Et, auprès de notre bonne Marjatta, le joli petit garçon grandit, mais il n’avait point encore de nom ; sa mère l’appela bouton de fleur, l’étranger l’appela maudit désœuvré[1].

On chercha ensuite quelqu’un pour le baptiser. Le vieux Wirokannas [2] se présenta ; et il prit la parole et dit : « Je ne baptiserai point un être plongé dans l’erreur, je ne ferai point un chrétien d’un pauvre misérable, si, auparavant, il n’est examiné et jugé. »

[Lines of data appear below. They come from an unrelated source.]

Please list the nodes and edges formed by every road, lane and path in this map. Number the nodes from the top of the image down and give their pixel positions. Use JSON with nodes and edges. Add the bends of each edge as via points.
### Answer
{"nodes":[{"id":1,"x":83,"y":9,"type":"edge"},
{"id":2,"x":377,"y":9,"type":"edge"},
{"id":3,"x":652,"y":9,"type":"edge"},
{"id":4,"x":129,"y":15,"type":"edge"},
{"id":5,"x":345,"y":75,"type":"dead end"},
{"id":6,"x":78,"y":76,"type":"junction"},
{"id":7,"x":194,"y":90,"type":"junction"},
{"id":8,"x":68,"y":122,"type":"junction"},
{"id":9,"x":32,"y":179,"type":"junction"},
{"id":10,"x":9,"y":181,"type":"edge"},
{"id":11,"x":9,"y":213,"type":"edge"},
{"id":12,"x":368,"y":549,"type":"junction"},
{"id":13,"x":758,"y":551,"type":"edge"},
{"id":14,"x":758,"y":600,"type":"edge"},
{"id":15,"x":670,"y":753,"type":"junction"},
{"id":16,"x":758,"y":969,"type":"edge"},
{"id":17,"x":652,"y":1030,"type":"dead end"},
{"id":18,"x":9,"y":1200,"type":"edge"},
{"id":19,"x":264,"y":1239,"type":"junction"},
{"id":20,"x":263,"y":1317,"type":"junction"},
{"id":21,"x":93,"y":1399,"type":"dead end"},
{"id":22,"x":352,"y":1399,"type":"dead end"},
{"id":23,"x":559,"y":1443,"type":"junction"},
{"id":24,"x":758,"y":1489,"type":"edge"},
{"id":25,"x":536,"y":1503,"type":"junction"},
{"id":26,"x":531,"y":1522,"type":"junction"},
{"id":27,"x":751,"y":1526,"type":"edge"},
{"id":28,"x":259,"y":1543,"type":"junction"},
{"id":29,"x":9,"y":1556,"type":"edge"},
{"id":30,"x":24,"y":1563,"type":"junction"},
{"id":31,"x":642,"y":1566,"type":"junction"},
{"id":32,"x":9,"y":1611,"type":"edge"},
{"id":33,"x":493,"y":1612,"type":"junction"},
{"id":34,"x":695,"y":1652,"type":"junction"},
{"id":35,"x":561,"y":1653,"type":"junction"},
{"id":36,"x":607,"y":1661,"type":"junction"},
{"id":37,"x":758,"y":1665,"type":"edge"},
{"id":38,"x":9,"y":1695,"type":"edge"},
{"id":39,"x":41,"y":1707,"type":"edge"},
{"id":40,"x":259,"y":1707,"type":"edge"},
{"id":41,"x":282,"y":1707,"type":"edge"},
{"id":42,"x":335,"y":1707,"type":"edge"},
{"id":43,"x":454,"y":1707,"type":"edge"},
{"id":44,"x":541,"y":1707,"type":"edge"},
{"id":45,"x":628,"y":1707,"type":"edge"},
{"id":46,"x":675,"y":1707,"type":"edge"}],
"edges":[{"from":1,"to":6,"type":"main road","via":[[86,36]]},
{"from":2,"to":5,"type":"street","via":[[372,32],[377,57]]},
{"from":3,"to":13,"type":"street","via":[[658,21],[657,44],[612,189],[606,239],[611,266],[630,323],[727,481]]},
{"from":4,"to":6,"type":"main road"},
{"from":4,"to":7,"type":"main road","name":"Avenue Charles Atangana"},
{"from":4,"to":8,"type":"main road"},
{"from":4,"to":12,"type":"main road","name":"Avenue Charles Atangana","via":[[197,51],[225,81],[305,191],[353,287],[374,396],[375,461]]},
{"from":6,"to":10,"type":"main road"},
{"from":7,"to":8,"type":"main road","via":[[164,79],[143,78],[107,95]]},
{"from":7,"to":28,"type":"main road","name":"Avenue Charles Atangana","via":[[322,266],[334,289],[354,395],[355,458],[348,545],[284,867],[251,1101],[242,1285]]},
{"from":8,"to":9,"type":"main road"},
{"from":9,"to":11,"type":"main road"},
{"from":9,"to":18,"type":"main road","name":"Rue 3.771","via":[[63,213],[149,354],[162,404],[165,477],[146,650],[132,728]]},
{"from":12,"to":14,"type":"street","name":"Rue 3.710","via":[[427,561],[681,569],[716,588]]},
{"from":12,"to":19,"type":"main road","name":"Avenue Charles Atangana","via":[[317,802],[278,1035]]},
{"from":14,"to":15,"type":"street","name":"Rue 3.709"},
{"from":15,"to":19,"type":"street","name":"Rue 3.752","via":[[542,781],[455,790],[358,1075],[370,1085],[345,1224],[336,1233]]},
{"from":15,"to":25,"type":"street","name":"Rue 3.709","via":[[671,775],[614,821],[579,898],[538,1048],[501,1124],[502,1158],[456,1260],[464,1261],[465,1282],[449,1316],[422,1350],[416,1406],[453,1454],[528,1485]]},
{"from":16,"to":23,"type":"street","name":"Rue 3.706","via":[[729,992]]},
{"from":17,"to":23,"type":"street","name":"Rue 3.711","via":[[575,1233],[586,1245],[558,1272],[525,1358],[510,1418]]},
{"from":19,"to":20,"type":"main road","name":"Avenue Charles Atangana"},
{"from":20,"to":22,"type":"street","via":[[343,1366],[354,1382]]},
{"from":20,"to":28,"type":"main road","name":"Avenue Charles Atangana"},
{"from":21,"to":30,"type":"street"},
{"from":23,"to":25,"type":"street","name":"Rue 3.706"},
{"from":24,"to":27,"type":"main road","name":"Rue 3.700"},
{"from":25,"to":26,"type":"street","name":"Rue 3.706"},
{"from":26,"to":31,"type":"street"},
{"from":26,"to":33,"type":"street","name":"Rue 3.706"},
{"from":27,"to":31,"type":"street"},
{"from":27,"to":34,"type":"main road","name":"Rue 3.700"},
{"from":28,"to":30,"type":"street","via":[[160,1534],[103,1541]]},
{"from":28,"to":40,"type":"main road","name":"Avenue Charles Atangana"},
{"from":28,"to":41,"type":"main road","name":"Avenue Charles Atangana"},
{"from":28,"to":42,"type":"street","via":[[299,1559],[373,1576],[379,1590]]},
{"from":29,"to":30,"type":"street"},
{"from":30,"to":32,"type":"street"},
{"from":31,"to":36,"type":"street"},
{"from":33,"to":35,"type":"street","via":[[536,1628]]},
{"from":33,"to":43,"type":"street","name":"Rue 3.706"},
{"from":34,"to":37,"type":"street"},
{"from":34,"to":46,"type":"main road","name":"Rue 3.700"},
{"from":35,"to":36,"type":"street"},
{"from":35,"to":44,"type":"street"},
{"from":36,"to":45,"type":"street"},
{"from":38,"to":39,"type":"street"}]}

Qui donc examinera, qui jugera l’enfant ? Le vieux, l’imperturbable Wäinämöinen, le runoia éternel, fut chargé de cette mission.

Le vieux, l’imperturbable Wäinämöinen prononça sa sentence : « Si le garçon a été apporté du marais, s’il a été engendré par la baie de la colline, il faut qu’il soit

  1. « Emo kutsui kukkaseksi
    Vieras vennon joutioksi.
     »

  2. Voir page 179, note 3. Ce mélange de christianisme et de paganisme, qui exprime si bien une époque de transition, est on ne peut plus curieux.